───── MATERIALS PROVIDED

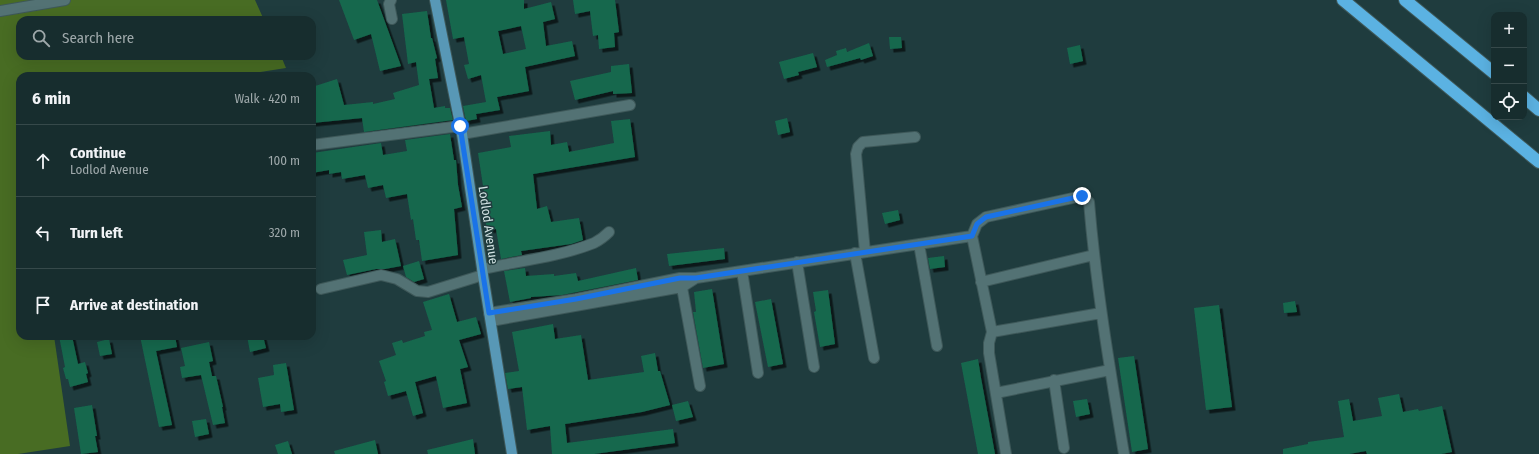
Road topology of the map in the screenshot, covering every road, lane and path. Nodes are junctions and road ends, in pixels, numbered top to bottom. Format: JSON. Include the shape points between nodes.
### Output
{"nodes":[{"id":1,"x":65,"y":0,"type":"edge"},
{"id":2,"x":391,"y":0,"type":"edge"},
{"id":3,"x":435,"y":0,"type":"edge"},
{"id":4,"x":1343,"y":0,"type":"edge"},
{"id":5,"x":1405,"y":0,"type":"edge"},
{"id":6,"x":0,"y":11,"type":"edge"},
{"id":7,"x":392,"y":19,"type":"dead end"},
{"id":8,"x":1491,"y":71,"type":"edge"},
{"id":9,"x":1527,"y":100,"type":"edge"},
{"id":10,"x":630,"y":105,"type":"dead end"},
{"id":11,"x":1539,"y":110,"type":"edge"},
{"id":12,"x":461,"y":130,"type":"junction"},
{"id":13,"x":915,"y":137,"type":"dead end"},
{"id":14,"x":316,"y":145,"type":"edge"},
{"id":15,"x":1539,"y":162,"type":"edge"},
{"id":16,"x":609,"y":232,"type":"dead end"},
{"id":17,"x":972,"y":236,"type":"junction"},
{"id":18,"x":918,"y":244,"type":"junction"},
{"id":19,"x":860,"y":252,"type":"junction"},
{"id":20,"x":1094,"y":255,"type":"junction"},
{"id":21,"x":797,"y":262,"type":"junction"},
{"id":22,"x":742,"y":270,"type":"junction"},
{"id":23,"x":482,"y":272,"type":"junction"},
{"id":24,"x":980,"y":282,"type":"junction"},
{"id":25,"x":681,"y":283,"type":"junction"},
{"id":26,"x":321,"y":289,"type":"dead end"},
{"id":27,"x":1102,"y":313,"type":"junction"},
{"id":28,"x":490,"y":317,"type":"junction"},
{"id":29,"x":992,"y":332,"type":"junction"},
{"id":30,"x":937,"y":346,"type":"dead end"},
{"id":31,"x":874,"y":358,"type":"dead end"},
{"id":32,"x":814,"y":367,"type":"dead end"},
{"id":33,"x":1110,"y":370,"type":"junction"},
{"id":34,"x":758,"y":373,"type":"dead end"},
{"id":35,"x":1054,"y":380,"type":"junction"},
{"id":36,"x":700,"y":386,"type":"dead end"},
{"id":37,"x":996,"y":393,"type":"junction"},
{"id":38,"x":1064,"y":448,"type":"dead end"},
{"id":39,"x":512,"y":454,"type":"edge"},
{"id":40,"x":1006,"y":454,"type":"edge"},
{"id":41,"x":1124,"y":454,"type":"edge"}],
"edges":[{"from":1,"to":6,"type":"street"},
{"from":2,"to":7,"type":"street","via":[[389,4]]},
{"from":3,"to":12,"type":"main road","name":"Lodlod Avenue"},
{"from":4,"to":15,"type":"highway"},
{"from":5,"to":8,"type":"highway"},
{"from":9,"to":11,"type":"highway"},
{"from":10,"to":12,"type":"street"},
{"from":12,"to":14,"type":"street"},
{"from":12,"to":23,"type":"main road","name":"Lodlod Avenue"},
{"from":13,"to":19,"type":"street","via":[[862,142],[858,147],[856,154]]},
{"from":16,"to":23,"type":"street","via":[[595,243]]},
{"from":17,"to":18,"type":"street"},
{"from":17,"to":20,"type":"street","via":[[977,224],[986,217],[1082,196],[1089,202]]},
{"from":17,"to":24,"type":"street"},
{"from":18,"to":19,"type":"street"},
{"from":18,"to":30,"type":"street"},
{"from":19,"to":21,"type":"street"},
{"from":19,"to":31,"type":"street"},
{"from":20,"to":24,"type":"street"},
{"from":20,"to":27,"type":"street"},
{"from":21,"to":22,"type":"street"},
{"from":21,"to":32,"type":"street"},
{"from":22,"to":25,"type":"street"},
{"from":22,"to":34,"type":"street"},
{"from":23,"to":26,"type":"street","via":[[428,292],[417,291],[397,279],[381,275]]},
{"from":23,"to":28,"type":"main road","name":"Lodlod Avenue"},
{"from":24,"to":29,"type":"street"},
{"from":25,"to":28,"type":"street"},
{"from":25,"to":36,"type":"street"},
{"from":27,"to":29,"type":"street"},
{"from":27,"to":33,"type":"street"},
{"from":28,"to":39,"type":"main road","name":"Lodlod Avenue"},
{"from":29,"to":37,"type":"street","via":[[989,353]]},
{"from":33,"to":35,"type":"street"},
{"from":33,"to":41,"type":"street"},
{"from":35,"to":37,"type":"street"},
{"from":35,"to":38,"type":"street"},
{"from":37,"to":40,"type":"street"}]}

──────────

EXERCISE REQUIREMENTS
Where pictures sit among the data above, omit them, and output the rest exactly.

RESPONSE TO THIS EXERCISE
Road topology of the map in the screenshot, covering every road, lane and path. Nodes are junctions and road ends, in pixels, numbered top to bottom. Format: JSON. Include the shape points between nodes.
### Output
{"nodes":[{"id":1,"x":65,"y":0,"type":"edge"},
{"id":2,"x":391,"y":0,"type":"edge"},
{"id":3,"x":435,"y":0,"type":"edge"},
{"id":4,"x":1343,"y":0,"type":"edge"},
{"id":5,"x":1405,"y":0,"type":"edge"},
{"id":6,"x":0,"y":11,"type":"edge"},
{"id":7,"x":392,"y":19,"type":"dead end"},
{"id":8,"x":1491,"y":71,"type":"edge"},
{"id":9,"x":1527,"y":100,"type":"edge"},
{"id":10,"x":630,"y":105,"type":"dead end"},
{"id":11,"x":1539,"y":110,"type":"edge"},
{"id":12,"x":461,"y":130,"type":"junction"},
{"id":13,"x":915,"y":137,"type":"dead end"},
{"id":14,"x":316,"y":145,"type":"edge"},
{"id":15,"x":1539,"y":162,"type":"edge"},
{"id":16,"x":609,"y":232,"type":"dead end"},
{"id":17,"x":972,"y":236,"type":"junction"},
{"id":18,"x":918,"y":244,"type":"junction"},
{"id":19,"x":860,"y":252,"type":"junction"},
{"id":20,"x":1094,"y":255,"type":"junction"},
{"id":21,"x":797,"y":262,"type":"junction"},
{"id":22,"x":742,"y":270,"type":"junction"},
{"id":23,"x":482,"y":272,"type":"junction"},
{"id":24,"x":980,"y":282,"type":"junction"},
{"id":25,"x":681,"y":283,"type":"junction"},
{"id":26,"x":321,"y":289,"type":"dead end"},
{"id":27,"x":1102,"y":313,"type":"junction"},
{"id":28,"x":490,"y":317,"type":"junction"},
{"id":29,"x":992,"y":332,"type":"junction"},
{"id":30,"x":937,"y":346,"type":"dead end"},
{"id":31,"x":874,"y":358,"type":"dead end"},
{"id":32,"x":814,"y":367,"type":"dead end"},
{"id":33,"x":1110,"y":370,"type":"junction"},
{"id":34,"x":758,"y":373,"type":"dead end"},
{"id":35,"x":1054,"y":380,"type":"junction"},
{"id":36,"x":700,"y":386,"type":"dead end"},
{"id":37,"x":996,"y":393,"type":"junction"},
{"id":38,"x":1064,"y":448,"type":"dead end"},
{"id":39,"x":512,"y":454,"type":"edge"},
{"id":40,"x":1006,"y":454,"type":"edge"},
{"id":41,"x":1124,"y":454,"type":"edge"}],
"edges":[{"from":1,"to":6,"type":"street"},
{"from":2,"to":7,"type":"street","via":[[389,4]]},
{"from":3,"to":12,"type":"main road","name":"Lodlod Avenue"},
{"from":4,"to":15,"type":"highway"},
{"from":5,"to":8,"type":"highway"},
{"from":9,"to":11,"type":"highway"},
{"from":10,"to":12,"type":"street"},
{"from":12,"to":14,"type":"street"},
{"from":12,"to":23,"type":"main road","name":"Lodlod Avenue"},
{"from":13,"to":19,"type":"street","via":[[862,142],[858,147],[856,154]]},
{"from":16,"to":23,"type":"street","via":[[595,243]]},
{"from":17,"to":18,"type":"street"},
{"from":17,"to":20,"type":"street","via":[[977,224],[986,217],[1082,196],[1089,202]]},
{"from":17,"to":24,"type":"street"},
{"from":18,"to":19,"type":"street"},
{"from":18,"to":30,"type":"street"},
{"from":19,"to":21,"type":"street"},
{"from":19,"to":31,"type":"street"},
{"from":20,"to":24,"type":"street"},
{"from":20,"to":27,"type":"street"},
{"from":21,"to":22,"type":"street"},
{"from":21,"to":32,"type":"street"},
{"from":22,"to":25,"type":"street"},
{"from":22,"to":34,"type":"street"},
{"from":23,"to":26,"type":"street","via":[[428,292],[417,291],[397,279],[381,275]]},
{"from":23,"to":28,"type":"main road","name":"Lodlod Avenue"},
{"from":24,"to":29,"type":"street"},
{"from":25,"to":28,"type":"street"},
{"from":25,"to":36,"type":"street"},
{"from":27,"to":29,"type":"street"},
{"from":27,"to":33,"type":"street"},
{"from":28,"to":39,"type":"main road","name":"Lodlod Avenue"},
{"from":29,"to":37,"type":"street","via":[[989,353]]},
{"from":33,"to":35,"type":"street"},
{"from":33,"to":41,"type":"street"},
{"from":35,"to":37,"type":"street"},
{"from":35,"to":38,"type":"street"},
{"from":37,"to":40,"type":"street"}]}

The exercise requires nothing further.